Mr Kudlow, when asked who was paying, said "both sides will suffer on this," contradicting Mr Trump, although he added that the US economy should be able to cope.
"We're in terrific shape in order to correct 20 years plus of unfair trading practices with China," Mr Kudlow said. "...This is a risk we should and can take without damaging our economy in any appreciable way."
Mr Kudlow said there is a "strong possibility" that Mr Trump will meet Chinese President Xi Jinping at a G20 summit in Japan in late June.
Until last week, there were expectations Mr Trump and Mr Xi would sign a trade deal at the summit. However, the trade talks suffered a major setback last week when China proposed extensive revisions to a draft agreement. Beijing wanted to delete prior commitments that Chinese laws would be changed to enact new policies on issues from intellectual property protection to forced technology transfers.
Vice-premier Liu He, China's top economic adviser, sought to defend the changes in talks with senior US officials in Washington on Thursday and Friday, arguing that China could accomplish the policy changes through decrees issued by its State Council, or cabinet, sources familiar with the talks said.
US Trade Representative Robert Lighthizer rejected that, telling Mr Liu that the US was insisting on restoration of the previous text.
"We would like to see these corrections in an agreement which is codified by law in China, not just a State Council announcement. We need to see something much clearer. And until we do we have to keep our tariffs on," Mr Kudlow said.
China strongly opposes the latest US tariff hike, and must respond to that, Mr Liu told reporters on Saturday.

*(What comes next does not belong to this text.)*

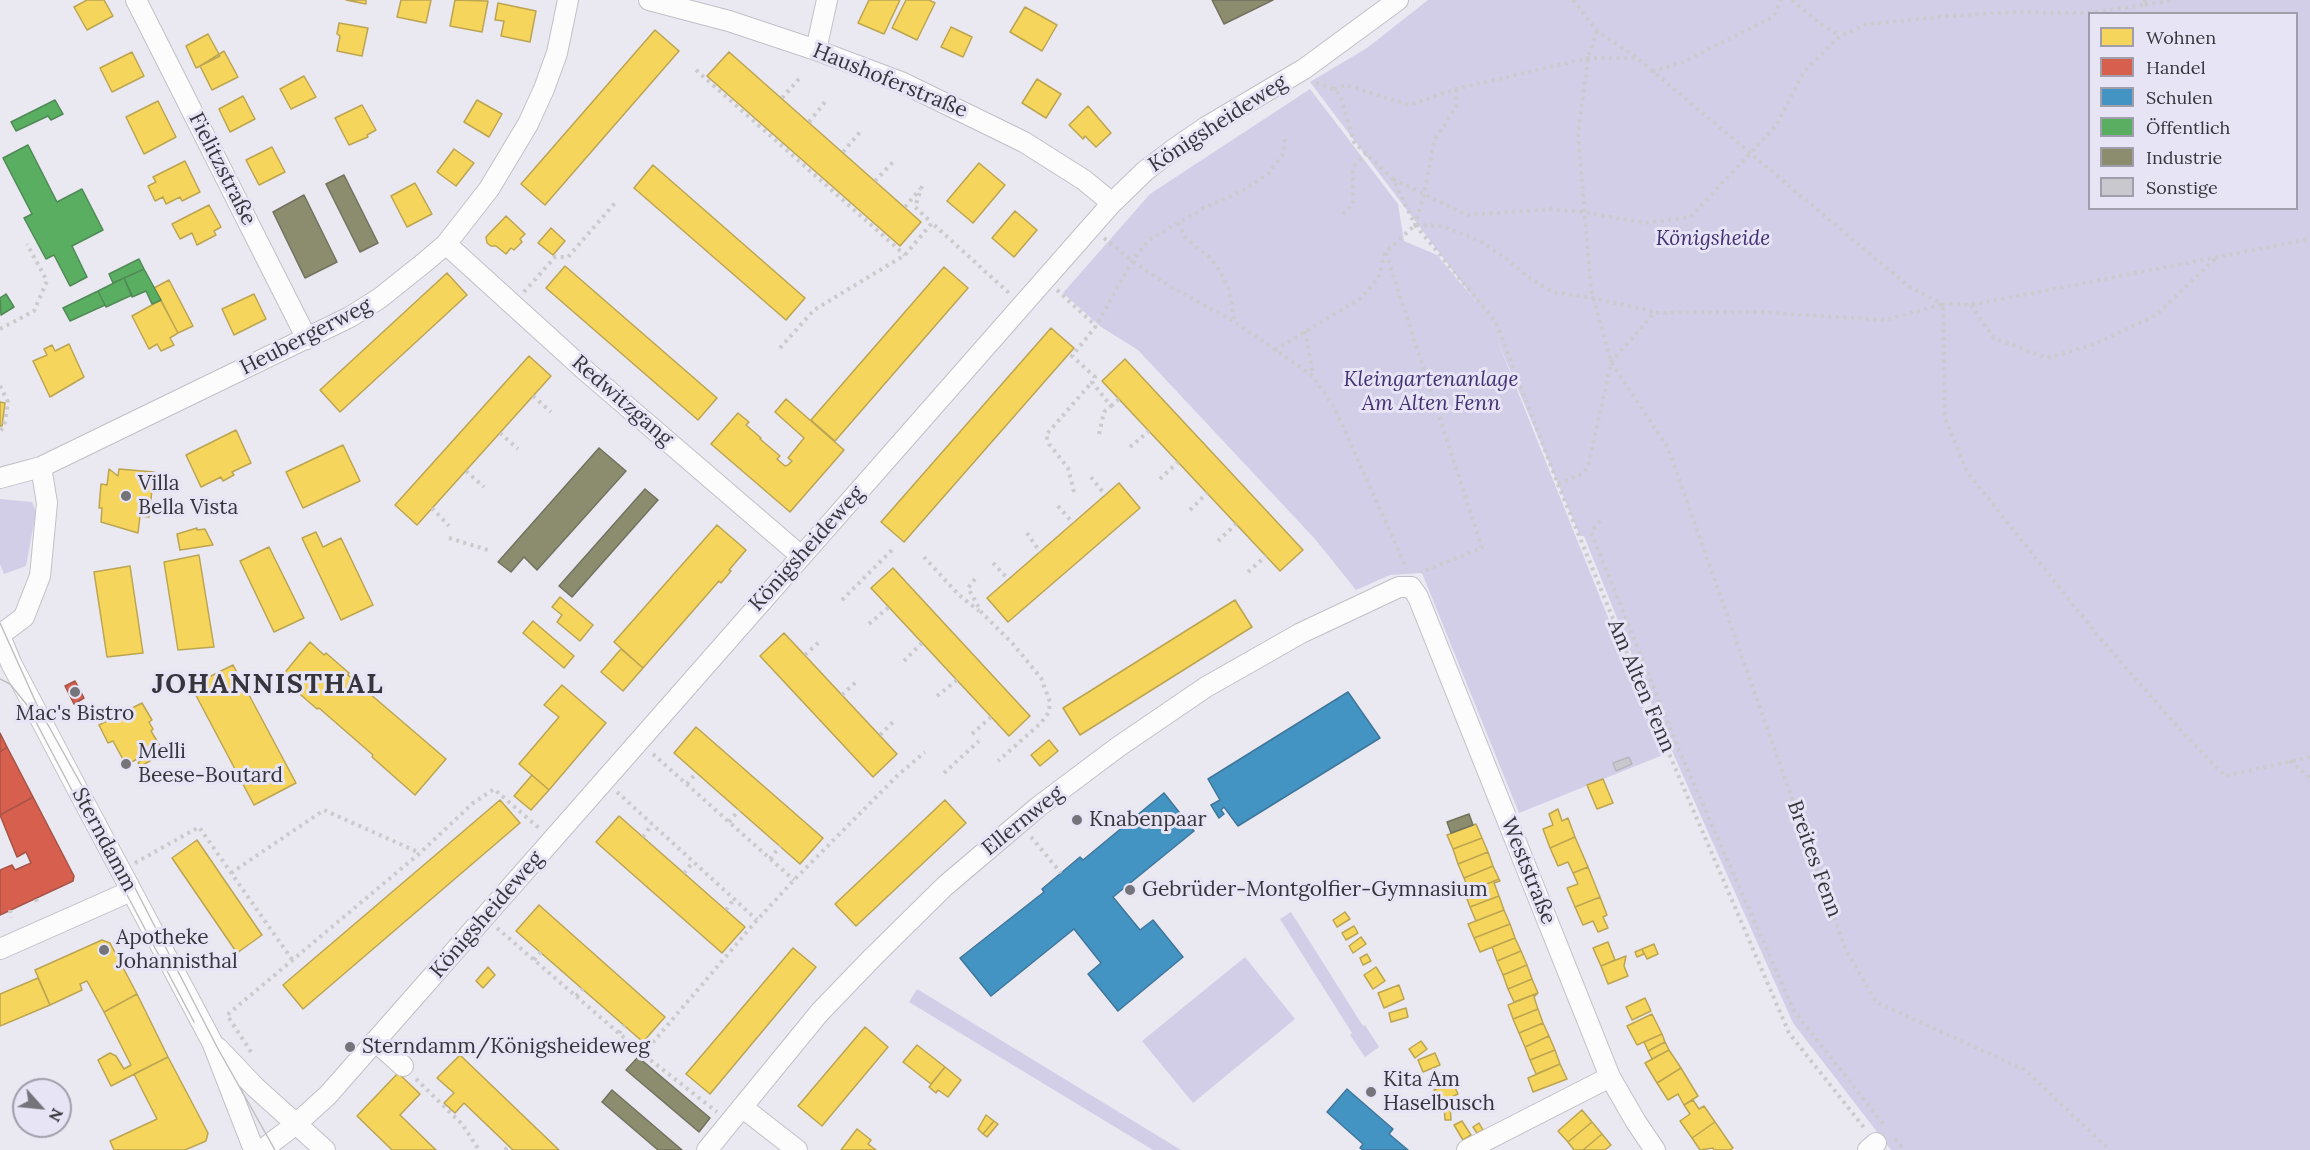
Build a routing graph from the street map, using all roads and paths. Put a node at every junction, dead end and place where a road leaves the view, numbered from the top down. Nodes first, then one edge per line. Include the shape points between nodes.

Mr Kudlow said on Sunday he expected retaliatory tariffs to kick in but that it had not yet happened.
Mr Trump has ordered Mr Lighthizer to begin imposing tariffs on all remaining imports from China, a move that would affect about an additional US$300 billion worth of goods.
Mr Lighthizer said a final decision on that has not yet been made, but it would come on top of the Friday tariff rate increase to 25 per cent from 10 per cent on US$200 billion worth of Chinese imports.
US farmers, a key constituency of Mr Trump, have been among the hardest hit in the trade war, with soybean shipments to China dropping to a 16-year low in 2018.